Investment-like approaches to philanthropy are popular, seeking to align grantmaking or investment of assets with social benefits with economic returns. In the environmental arena, one breakout star is the green revolving fund, which has spread rapidly within the past 10 years or so, particularly among schools and hospitals.
It’s a simple idea—energy efficiency saves money, but capital improvements to get there are initially expensive. A revolving fund is a pot that loans out money to make such improvements, the savings of which are used to pay back the loans and then some, due to resulting efficiency. That money can then go toward other improvements or back to the institution.
One of the latest such examples comes from the Kendeda Fund, an Atlanta-based funder that’s been doing some pretty interesting grantmaking lately. Kendeda is the philanthropy of Diana Blank, who gave anonymously for more than 20 years before going public and raising the foundation’s profile last year. At the same time, it announced its largest grant yet, $30 million for a groundbreaking green building at Georgia Tech.
- A Top Green Funder Emerges from the Shadows and Steps Up Giving
- The Kendeda Fund: Grants for Climate Change
Kendeda just granted $850,000 to benefit Grady Memorial Hospital, the largest safety net hospital in Georgia, by seeding a green revolving fund. The health system will match the donation and use the financing tool to invest in energy efficiency, water conservation and renewables. First up is replacing the hospital’s light fixtures, the kind of thing that can be a real short-term burden on a nonprofit institution.
It’s not the first such move for Kendeda, as the foundation also recently backed Emory University for its own green revolving fund, with a grant of $500,000
Western Michigan University pioneered the idea of this kind of fund as far back as 1980, but the concept spread quickly in the late 2000s—Harvard’s is one of the most successful to date, a $12 million revolving fund that yields average annual returns of 30 percent. Today, one authority tallies up 85 college-based funds with nearly $119 million combined. Schools are still the predominant participants, but more hospitals like Grady are getting involved.

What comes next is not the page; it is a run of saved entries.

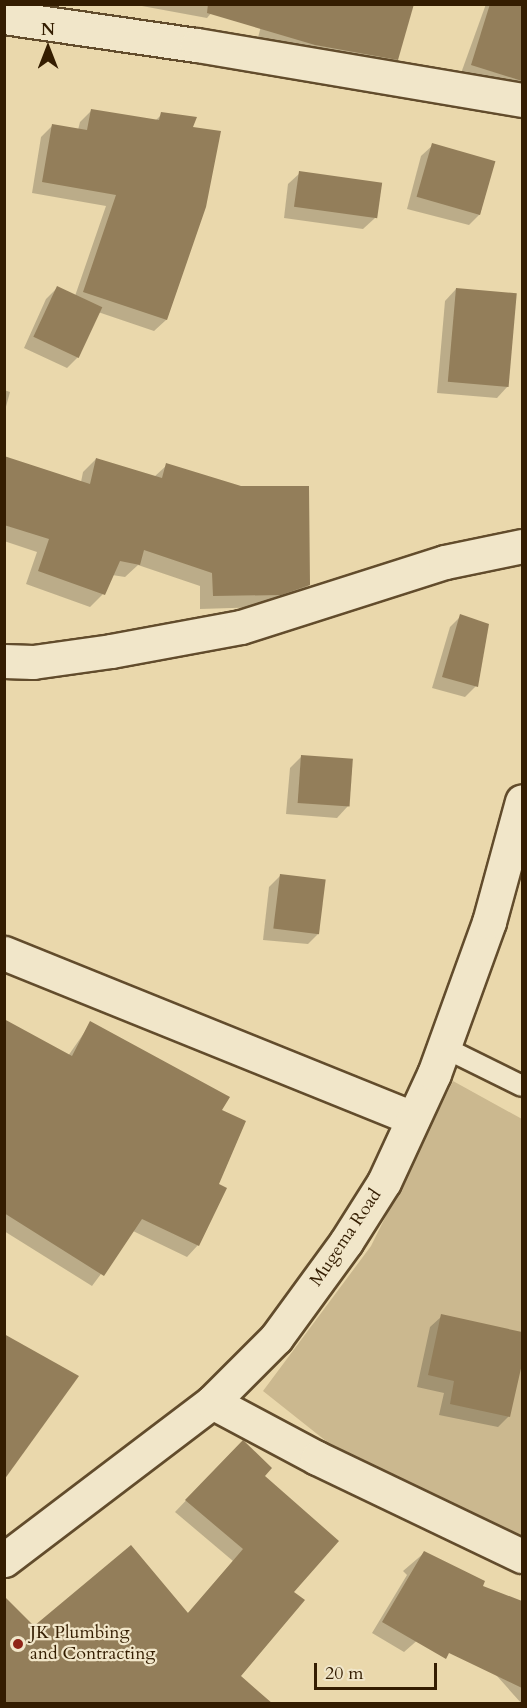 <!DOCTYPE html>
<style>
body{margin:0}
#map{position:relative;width:527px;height:1708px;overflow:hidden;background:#ead8ac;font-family:Cardo,serif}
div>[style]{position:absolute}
.green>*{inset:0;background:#cbb88f}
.shadow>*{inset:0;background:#0003}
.building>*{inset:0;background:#937e5a;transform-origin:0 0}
.roads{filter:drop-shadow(2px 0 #624c2c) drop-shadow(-2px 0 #624c2c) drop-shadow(0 2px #624c2c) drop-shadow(0 -2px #624c2c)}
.lane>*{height:20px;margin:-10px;padding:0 10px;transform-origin:10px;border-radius:10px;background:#f1e6c9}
.street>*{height:33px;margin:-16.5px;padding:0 16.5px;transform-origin:16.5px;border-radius:16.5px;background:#f1e6c9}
.secondary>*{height:33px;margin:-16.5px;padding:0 16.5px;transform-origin:16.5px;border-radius:16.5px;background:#f1e6c9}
.dots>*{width:16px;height:16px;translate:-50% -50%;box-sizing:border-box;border:3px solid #f1e6c9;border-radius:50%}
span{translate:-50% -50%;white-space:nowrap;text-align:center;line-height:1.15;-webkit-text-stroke:4.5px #f1e6c9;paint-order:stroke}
.street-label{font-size:18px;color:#341d01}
.poi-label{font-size:18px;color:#341d01}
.left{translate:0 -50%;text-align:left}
.frame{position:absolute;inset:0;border:6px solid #341d01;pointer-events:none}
.north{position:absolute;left:18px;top:18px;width:60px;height:60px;-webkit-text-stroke:4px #f1e6c9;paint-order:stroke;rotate:0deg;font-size:16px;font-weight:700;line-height:24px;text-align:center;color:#341d01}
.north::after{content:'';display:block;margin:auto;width:21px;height:27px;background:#341d01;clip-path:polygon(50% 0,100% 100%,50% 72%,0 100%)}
.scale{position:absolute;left:314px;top:1663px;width:123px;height:27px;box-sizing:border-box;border:3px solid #341d01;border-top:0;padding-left:8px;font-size:18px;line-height:21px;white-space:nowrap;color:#341d01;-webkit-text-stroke:4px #f1e6c9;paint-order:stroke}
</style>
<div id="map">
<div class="green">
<div style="clip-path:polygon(453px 1081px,522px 1119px,522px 1536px,331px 1445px,263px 1391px,371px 1246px)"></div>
</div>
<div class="shadow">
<div style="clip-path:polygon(131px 4px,219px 4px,207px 18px)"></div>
<div style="clip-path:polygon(267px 4px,397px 59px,384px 73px,256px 45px)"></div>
<div style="clip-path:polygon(486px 4px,522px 7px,522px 83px,513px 92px,460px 76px)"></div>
<div style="clip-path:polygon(91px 111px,155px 121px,162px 114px,191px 129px,205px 207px,166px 320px,154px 331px,98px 312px,79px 356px,67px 368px,24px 348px,46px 299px,57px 288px,75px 296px,106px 206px,32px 193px,41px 137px,52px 126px,78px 130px,80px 122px)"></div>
<div style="clip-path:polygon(433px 145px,494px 162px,480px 214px,469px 225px,407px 209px,421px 156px)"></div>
<div style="clip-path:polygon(300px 173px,375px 218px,363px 229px,284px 218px,288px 184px)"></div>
<div style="clip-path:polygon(456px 289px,508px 386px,497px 398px,437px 393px,445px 301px)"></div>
<div style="clip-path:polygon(4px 390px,10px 392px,4px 414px)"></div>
<div style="clip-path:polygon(96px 459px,154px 477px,167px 465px,309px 585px,296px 598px,267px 607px,200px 609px,200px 586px,138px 565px,125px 577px,112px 575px,103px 594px,90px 607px,26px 584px,37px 552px,4px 541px,4px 503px,81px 482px,83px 472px)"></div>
<div style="clip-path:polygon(461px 616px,476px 686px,465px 697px,432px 688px,450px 627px)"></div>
<div style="clip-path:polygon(302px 756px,348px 806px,337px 818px,286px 814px,290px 768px)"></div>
<div style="clip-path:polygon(280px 876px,319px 933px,308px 944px,263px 940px,269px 887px)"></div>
<div style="clip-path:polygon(4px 1021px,68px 1056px,91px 1023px,220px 1111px,217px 1185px,198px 1245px,187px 1257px,133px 1231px,92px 1286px,4px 1231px)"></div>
<div style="clip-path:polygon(442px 1316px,522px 1334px,522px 1358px,509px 1416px,498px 1427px,439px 1415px,444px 1393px,417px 1387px,430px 1327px)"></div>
<div style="clip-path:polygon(232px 1452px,263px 1476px,292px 1592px,239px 1676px,34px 1628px,187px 1614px,233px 1561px,175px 1512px)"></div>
<div style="clip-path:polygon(424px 1553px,480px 1586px,522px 1604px,522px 1704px,444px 1617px,404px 1652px,372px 1633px,407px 1575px,403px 1571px)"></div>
</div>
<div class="building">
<div style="clip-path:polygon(208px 4px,414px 4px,398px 60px,315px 45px,207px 13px)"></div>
<div style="clip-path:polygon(490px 4px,522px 4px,522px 81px,471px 65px)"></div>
<div style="clip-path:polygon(91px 109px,159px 120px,161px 112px,197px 117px,193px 127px,221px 131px,206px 207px,167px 320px,83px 292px,116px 195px,42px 182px,52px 124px,87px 130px)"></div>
<div style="left:432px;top:143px;width:66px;height:56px;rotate:16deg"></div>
<div style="left:299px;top:171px;width:84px;height:36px;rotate:8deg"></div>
<div style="left:57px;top:286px;width:50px;height:56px;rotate:25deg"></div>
<div style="left:456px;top:288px;width:61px;height:94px;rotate:5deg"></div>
<div style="clip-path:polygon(4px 456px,90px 484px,96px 458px,162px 478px,166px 463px,241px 486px,309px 486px,310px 585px,281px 595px,213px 596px,212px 573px,144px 550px,140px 565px,120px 561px,105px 595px,38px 571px,49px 539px,4px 525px)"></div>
<div style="clip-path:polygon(460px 614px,489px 624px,478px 687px,442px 677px)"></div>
<div style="left:301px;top:755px;width:52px;height:48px;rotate:4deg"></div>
<div style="left:280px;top:874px;width:46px;height:55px;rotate:7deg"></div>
<div style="clip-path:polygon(4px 1019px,72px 1056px,90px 1021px,230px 1097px,222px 1110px,246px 1121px,219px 1184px,227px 1188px,199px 1246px,142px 1219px,104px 1276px,4px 1213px)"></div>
<div style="clip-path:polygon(441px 1314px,522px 1332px,522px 1364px,510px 1417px,450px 1404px,454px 1381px,428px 1375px)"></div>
<div style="clip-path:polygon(4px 1334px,79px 1376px,4px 1480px)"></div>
<div style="clip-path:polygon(243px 1440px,272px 1468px,265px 1476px,339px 1541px,294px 1592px,305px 1600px,241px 1676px,273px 1704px,4px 1704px,4px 1596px,34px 1626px,131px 1545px,188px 1613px,243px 1549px,185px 1500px)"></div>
<div style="clip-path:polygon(424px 1551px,485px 1581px,483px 1586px,522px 1601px,522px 1688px,449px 1653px,446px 1659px,382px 1622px)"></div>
</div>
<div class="roads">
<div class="lane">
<div style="left:441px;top:1046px;width:90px;rotate:26.3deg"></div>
</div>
<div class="street">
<div style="left:4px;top:17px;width:195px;rotate:8.3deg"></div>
<div style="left:197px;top:45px;width:330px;rotate:9.6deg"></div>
<div style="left:4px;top:661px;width:29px;rotate:2deg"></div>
<div style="left:33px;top:662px;width:79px;rotate:-8deg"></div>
<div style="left:111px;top:651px;width:132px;rotate:-10.5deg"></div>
<div style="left:241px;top:627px;width:214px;rotate:-17.7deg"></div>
<div style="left:445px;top:562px;width:79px;rotate:-11.7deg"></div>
<div style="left:4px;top:953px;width:441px;rotate:22deg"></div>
<div style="left:212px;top:1402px;width:119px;rotate:28.1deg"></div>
<div style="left:317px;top:1458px;width:227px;rotate:25.6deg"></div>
</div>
<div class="secondary">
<div style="left:4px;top:1560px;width:261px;rotate:-37.2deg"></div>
<div style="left:212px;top:1402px;width:91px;rotate:-45deg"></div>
<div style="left:276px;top:1338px;width:119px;rotate:-53.9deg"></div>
<div style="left:346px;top:1242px;width:71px;rotate:-57.7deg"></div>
<div style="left:384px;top:1182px;width:119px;rotate:-65.2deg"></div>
<div style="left:434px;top:1074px;width:162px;rotate:-70.1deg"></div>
<div style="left:489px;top:922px;width:125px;rotate:-74.7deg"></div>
</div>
</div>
<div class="dots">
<div style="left:18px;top:1644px;background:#8f2418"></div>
</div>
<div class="street-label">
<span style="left:346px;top:1238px;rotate:-56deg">Mugema Road</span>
</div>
<div class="poi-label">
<span class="left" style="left:30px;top:1644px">JK Plumbing<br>and Contracting</span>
</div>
<div class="frame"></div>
<div class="north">N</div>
<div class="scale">20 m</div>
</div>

There’s now an affiliation of groups committed to the Billion Dollar Green Challenge, which asks participants to pursue a combined total of $1 billion in energy efficiency improvements, in exchange for planning resources and help.

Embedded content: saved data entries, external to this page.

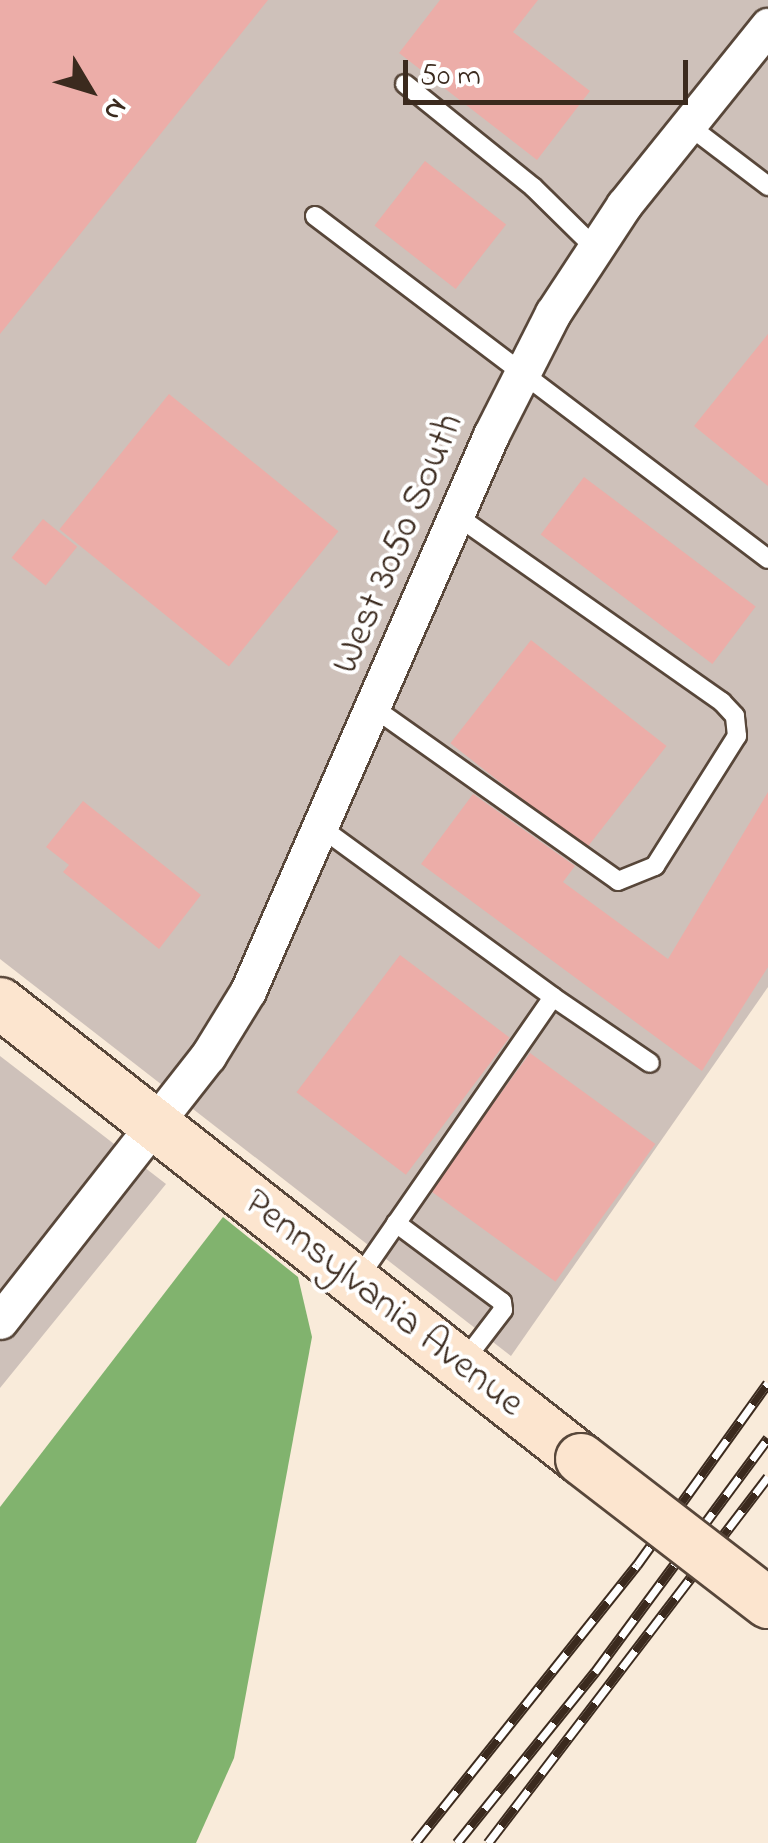 <!DOCTYPE html>
<style>
body{margin:0}
#map{position:relative;width:768px;height:1843px;overflow:hidden;background:#f9ebda;font-family:"Indie Flower",sans-serif}
div>[style]{position:absolute}
.industrial>*{inset:0;background:#cec1ba}
.forest>*{inset:0;background:#81b36e}
.building>*{inset:0;background:#ecada8;transform-origin:0 0}
.roads{filter:drop-shadow(2px 0 #58473a) drop-shadow(-2px 0 #58473a) drop-shadow(0 2px #58473a) drop-shadow(0 -2px #58473a)}
.lane>*{height:18px;margin:-9px;padding:0 9px;transform-origin:9px;border-radius:9px;background:#fff}
.street>*{height:35px;margin:-17.5px;padding:0 17.5px;transform-origin:17.5px;border-radius:17.5px;background:#fff}
.secondary>*{height:50px;margin:-25px;padding:0 25px;transform-origin:25px;border-radius:25px;background:#fce5cf}
.rail>*{height:11px;margin-top:-5.5px;transform-origin:0;background:repeating-linear-gradient(90deg,#fff 0 22px,#3b2a1e 0 44px);box-sizing:border-box;border-block:2px solid #3b2a1e}
.bridges{filter:drop-shadow(2px 0 #58473a) drop-shadow(-2px 0 #58473a) drop-shadow(0 2px #58473a) drop-shadow(0 -2px #58473a)}
.secondary-bridge>*{height:50px;margin:-25px;padding:0 25px;transform-origin:25px;border-radius:25px;background:#fce5cf}
span{translate:-50% -50%;white-space:nowrap;text-align:center;line-height:1.15;-webkit-text-stroke:8px #fff;paint-order:stroke}
.street-label{font-size:40px;color:#3b2a1e}
.north{position:absolute;left:40px;top:40px;width:100px;height:100px;-webkit-text-stroke:8px #fff;paint-order:stroke;rotate:128deg;font-size:28px;font-weight:700;line-height:40px;text-align:center;color:#3b2a1e}
.north::after{content:'';display:block;margin:auto;width:35px;height:45px;background:#3b2a1e;clip-path:polygon(50% 0,100% 100%,50% 72%,0 100%)}
.scale{position:absolute;left:403px;top:60px;width:285px;height:45px;box-sizing:border-box;border:5px solid #3b2a1e;border-top:0;padding-left:12px;font-size:30px;line-height:35px;white-space:nowrap;color:#3b2a1e;-webkit-text-stroke:8px #fff;paint-order:stroke}
</style>
<div id="map">
<div class="industrial">
<div style="clip-path:polygon(0 0,768px 0,768px 987px,511px 1356px,0 959px)"></div>
<div style="clip-path:polygon(0 1056px,166px 1184px,0 1388px)"></div>
</div>
<div class="forest">
<div style="clip-path:polygon(223px 1217px,298px 1277px,312px 1337px,234px 1758px,196px 1843px,0 1843px,0 1507px)"></div>
</div>
<div class="building">
<div style="clip-path:polygon(0 0,268px 0,0 334px)"></div>
<div style="clip-path:polygon(440px 0,538px 0,513px 32px,590px 91px,537px 160px,399px 53px)"></div>
<div style="left:425px;top:161px;width:103px;height:82px;rotate:38deg"></div>
<div style="clip-path:polygon(768px 334px,768px 486px,694px 426px)"></div>
<div style="left:169px;top:394px;width:218px;height:174px;rotate:39deg"></div>
<div style="left:584px;top:477px;width:215px;height:72px;rotate:37deg"></div>
<div style="left:43px;top:519px;width:44px;height:50px;rotate:39deg"></div>
<div style="left:531px;top:640px;width:172px;height:131px;rotate:38deg"></div>
<div style="clip-path:polygon(768px 792px,768px 967px,702px 1071px,421px 864px,473px 794px,575px 866px,563px 882px,668px 959px)"></div>
<div style="clip-path:polygon(83px 801px,201px 895px,159px 949px,63px 872px,69px 865px,46px 847px)"></div>
<div style="left:400px;top:955px;width:137px;height:172px;rotate:37deg"></div>
<div style="left:530px;top:1053px;width:155px;height:170px;rotate:36deg"></div>
</div>
<div class="roads">
<div class="lane">
<div style="left:405px;top:84px;width:164px;rotate:38.8deg"></div>
<div style="left:533px;top:187px;width:87px;rotate:44.5deg"></div>
<div style="left:688px;top:125px;width:101px;rotate:37.3deg"></div>
<div style="left:315px;top:216px;width:568px;rotate:37.13deg"></div>
<div style="left:374px;top:708px;width:299px;rotate:35.3deg"></div>
<div style="left:618px;top:881px;width:40px;rotate:-22deg"></div>
<div style="left:655px;top:866px;width:154px;rotate:-57.8deg"></div>
<div style="left:737px;top:736px;width:20px;rotate:-96deg"></div>
<div style="left:735px;top:716px;width:19px;rotate:-133deg"></div>
<div style="left:722px;top:702px;width:324px;rotate:-144.9deg"></div>
<div style="left:323px;top:829px;width:285px;rotate:36.1deg"></div>
<div style="left:553px;top:997px;width:344px;rotate:124.7deg"></div>
<div style="left:553px;top:997px;width:117px;rotate:34.2deg"></div>
<div style="left:396px;top:1223px;width:132px;rotate:36.7deg"></div>
<div style="left:502px;top:1302px;width:8px;rotate:83deg"></div>
<div style="left:503px;top:1310px;width:64px;rotate:127.4deg"></div>
</div>
<div class="street">
<div style="left:0;top:1321px;width:337px;rotate:-51.9deg"></div>
<div style="left:208px;top:1056px;width:76px;rotate:-58.4deg"></div>
<div style="left:248px;top:991px;width:607px;rotate:-66.39deg"></div>
<div style="left:491px;top:435px;width:137px;rotate:-63.1deg"></div>
<div style="left:553px;top:313px;width:129px;rotate:-56.7deg"></div>
<div style="left:624px;top:205px;width:230px;rotate:-51.2deg"></div>
</div>
<div class="secondary">
<div style="left:0;top:1003px;width:739px;rotate:38.13deg"></div>
</div>
</div>
<div class="rail">
<div style="left:415px;top:1843px;width:356px;rotate:-51.4deg"></div>
<div style="left:637px;top:1565px;width:224px;rotate:-54.3deg"></div>
<div style="left:457px;top:1843px;width:220px;rotate:-51.1deg"></div>
<div style="left:595px;top:1672px;width:291px;rotate:-53.5deg"></div>
<div style="left:488px;top:1843px;width:461px;rotate:-52.6deg"></div>
</div>
<div class="bridges">
<div class="secondary-bridge">
<div style="left:581px;top:1459px;width:236px;rotate:37.6deg"></div>
</div>
</div>
<div class="street-label">
<span style="left:399px;top:544px;rotate:-67deg">West 3050 South</span>
<span style="left:383px;top:1304px;rotate:38deg">Pennsylvania Avenue</span>
</div>
<div class="north">N</div>
<div class="scale">50 m</div>
</div>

Green revolving funds aren’t always supported by philanthropy, but it’s certainly drawing the attention of foundations. The Billion Dollar Green Challenge, for example, is funded by John Merck Fund, Rockefeller Brothers, David Rockefeller Fund, Wallace Global Fund, and Kresge Foundation. The Jesse Ball DuPont Fund has embraced the strategy to help small colleges set up such funds.
Institutions are recognizing the fundraising potential as well, as they’re able to pitch a self-sustaining initiative that builds on itself. After all, there’s nothing a financial backer, even a philanthropist, likes more than being told their support will bring back a healthy return.